The main assumptions of the marginal revenue productivity theory of the demand for labour are:
  • Workers are homogeneous in terms of their ability and productivity (clearly unrealistic!)
  • Firms have no buying power when demanding workers (they have no monopsony power.)
  • Trade unions have no impact on the labour supply (the possible impact on unions on wage determination is considered in later chapters.)
  • The physical productivity of each worker can be accurately and objectively measured and the market value of the output produced by the labour force can also be calculated. 
  • The industry supply of labour is assumed to be perfectly elastic. Workers are occupationally and geographically mobile and can be hired at a constant wage rate.

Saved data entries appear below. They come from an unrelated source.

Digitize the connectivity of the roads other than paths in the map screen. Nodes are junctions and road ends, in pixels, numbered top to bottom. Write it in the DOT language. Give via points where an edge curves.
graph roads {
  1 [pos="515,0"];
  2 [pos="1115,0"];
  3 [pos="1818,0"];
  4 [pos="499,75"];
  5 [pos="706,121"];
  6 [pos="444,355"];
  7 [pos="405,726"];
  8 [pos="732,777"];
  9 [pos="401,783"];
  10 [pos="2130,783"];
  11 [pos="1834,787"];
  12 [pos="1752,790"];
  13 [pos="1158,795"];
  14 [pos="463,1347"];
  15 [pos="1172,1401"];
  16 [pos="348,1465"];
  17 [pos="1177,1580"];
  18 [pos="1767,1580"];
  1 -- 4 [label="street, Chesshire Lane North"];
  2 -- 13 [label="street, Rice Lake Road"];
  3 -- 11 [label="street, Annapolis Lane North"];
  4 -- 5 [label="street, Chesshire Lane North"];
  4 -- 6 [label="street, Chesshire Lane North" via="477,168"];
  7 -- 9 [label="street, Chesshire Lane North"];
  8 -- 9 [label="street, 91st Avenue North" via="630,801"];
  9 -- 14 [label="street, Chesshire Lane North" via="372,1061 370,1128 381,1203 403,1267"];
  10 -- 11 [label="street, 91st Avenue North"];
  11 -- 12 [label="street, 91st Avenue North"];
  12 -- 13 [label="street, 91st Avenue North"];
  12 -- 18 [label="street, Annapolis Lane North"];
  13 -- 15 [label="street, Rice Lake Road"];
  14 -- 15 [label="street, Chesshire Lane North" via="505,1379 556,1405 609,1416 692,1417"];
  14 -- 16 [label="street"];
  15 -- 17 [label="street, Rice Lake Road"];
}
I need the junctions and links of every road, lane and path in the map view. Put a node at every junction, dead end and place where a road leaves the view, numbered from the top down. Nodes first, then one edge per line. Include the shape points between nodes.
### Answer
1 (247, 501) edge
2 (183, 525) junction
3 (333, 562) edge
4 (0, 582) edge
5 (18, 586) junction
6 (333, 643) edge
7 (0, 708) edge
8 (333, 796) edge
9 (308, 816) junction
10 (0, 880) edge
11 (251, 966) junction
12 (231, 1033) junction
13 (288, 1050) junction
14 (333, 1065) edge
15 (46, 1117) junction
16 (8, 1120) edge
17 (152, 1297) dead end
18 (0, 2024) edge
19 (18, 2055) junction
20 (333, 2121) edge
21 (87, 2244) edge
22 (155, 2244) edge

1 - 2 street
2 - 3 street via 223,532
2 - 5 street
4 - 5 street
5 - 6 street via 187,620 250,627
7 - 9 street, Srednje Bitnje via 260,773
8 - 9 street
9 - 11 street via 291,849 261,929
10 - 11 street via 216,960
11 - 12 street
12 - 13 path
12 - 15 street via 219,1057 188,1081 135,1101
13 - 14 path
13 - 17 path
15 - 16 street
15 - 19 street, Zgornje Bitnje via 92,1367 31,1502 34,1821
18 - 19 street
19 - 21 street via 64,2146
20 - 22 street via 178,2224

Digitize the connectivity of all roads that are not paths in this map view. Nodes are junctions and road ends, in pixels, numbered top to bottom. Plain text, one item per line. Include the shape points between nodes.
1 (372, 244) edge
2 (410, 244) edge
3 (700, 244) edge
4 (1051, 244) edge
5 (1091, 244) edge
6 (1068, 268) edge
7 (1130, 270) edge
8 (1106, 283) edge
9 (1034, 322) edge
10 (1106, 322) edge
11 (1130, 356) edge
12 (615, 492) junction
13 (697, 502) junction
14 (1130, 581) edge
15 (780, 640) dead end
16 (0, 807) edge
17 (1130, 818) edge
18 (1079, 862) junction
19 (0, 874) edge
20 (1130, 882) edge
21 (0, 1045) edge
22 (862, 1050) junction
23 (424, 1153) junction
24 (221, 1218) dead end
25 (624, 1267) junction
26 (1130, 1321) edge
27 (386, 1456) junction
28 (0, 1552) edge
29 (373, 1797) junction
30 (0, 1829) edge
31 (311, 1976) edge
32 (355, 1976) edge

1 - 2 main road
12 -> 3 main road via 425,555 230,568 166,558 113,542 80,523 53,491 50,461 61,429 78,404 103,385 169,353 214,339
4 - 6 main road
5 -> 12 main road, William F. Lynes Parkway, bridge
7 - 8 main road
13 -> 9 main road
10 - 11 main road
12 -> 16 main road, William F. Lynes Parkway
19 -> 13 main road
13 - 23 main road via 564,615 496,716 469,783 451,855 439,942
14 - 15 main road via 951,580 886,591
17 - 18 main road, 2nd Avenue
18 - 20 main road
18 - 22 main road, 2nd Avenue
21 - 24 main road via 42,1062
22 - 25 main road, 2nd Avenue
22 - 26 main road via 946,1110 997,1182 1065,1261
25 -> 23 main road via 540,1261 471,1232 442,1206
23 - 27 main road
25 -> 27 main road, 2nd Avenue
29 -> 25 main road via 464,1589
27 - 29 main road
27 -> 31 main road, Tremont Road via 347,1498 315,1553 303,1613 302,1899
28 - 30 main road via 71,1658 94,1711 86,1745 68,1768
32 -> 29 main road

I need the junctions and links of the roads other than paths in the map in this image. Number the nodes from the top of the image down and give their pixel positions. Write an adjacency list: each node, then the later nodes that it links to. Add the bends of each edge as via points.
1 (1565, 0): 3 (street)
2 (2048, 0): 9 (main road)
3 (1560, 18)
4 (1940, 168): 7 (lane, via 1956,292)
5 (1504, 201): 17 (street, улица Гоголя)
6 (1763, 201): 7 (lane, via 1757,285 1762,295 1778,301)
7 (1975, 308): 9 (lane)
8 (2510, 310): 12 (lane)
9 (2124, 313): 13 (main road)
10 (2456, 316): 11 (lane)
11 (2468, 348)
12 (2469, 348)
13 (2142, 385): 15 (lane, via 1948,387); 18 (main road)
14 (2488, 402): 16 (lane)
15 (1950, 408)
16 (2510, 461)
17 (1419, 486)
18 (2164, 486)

This means that the marginal cost of taking on extra workers is assumed to be constant.
The profit maximising level of employment
Now we consider how many people a business might decide to employ. The profit maximising level of employment occurs when a firm hires workers up to the point where the marginal cost of employing an extra worker equals the marginal revenue product of labour. I.e. MCL = MRPL.
This is shown in the labour demand diagram shown below.

Limitations of MRPL theory of labour demand

  1. Measuring productivity: Often it is hard to measure productivity because no physical output is produced or the output may not be sold at a market price. This makes it tough to place a true valuation on the output of each extra worker. How does one go about valuing the final output of people employed in teaching, social care or the armed forces? It is easier to measure output in industries where a tangible product is produced each day.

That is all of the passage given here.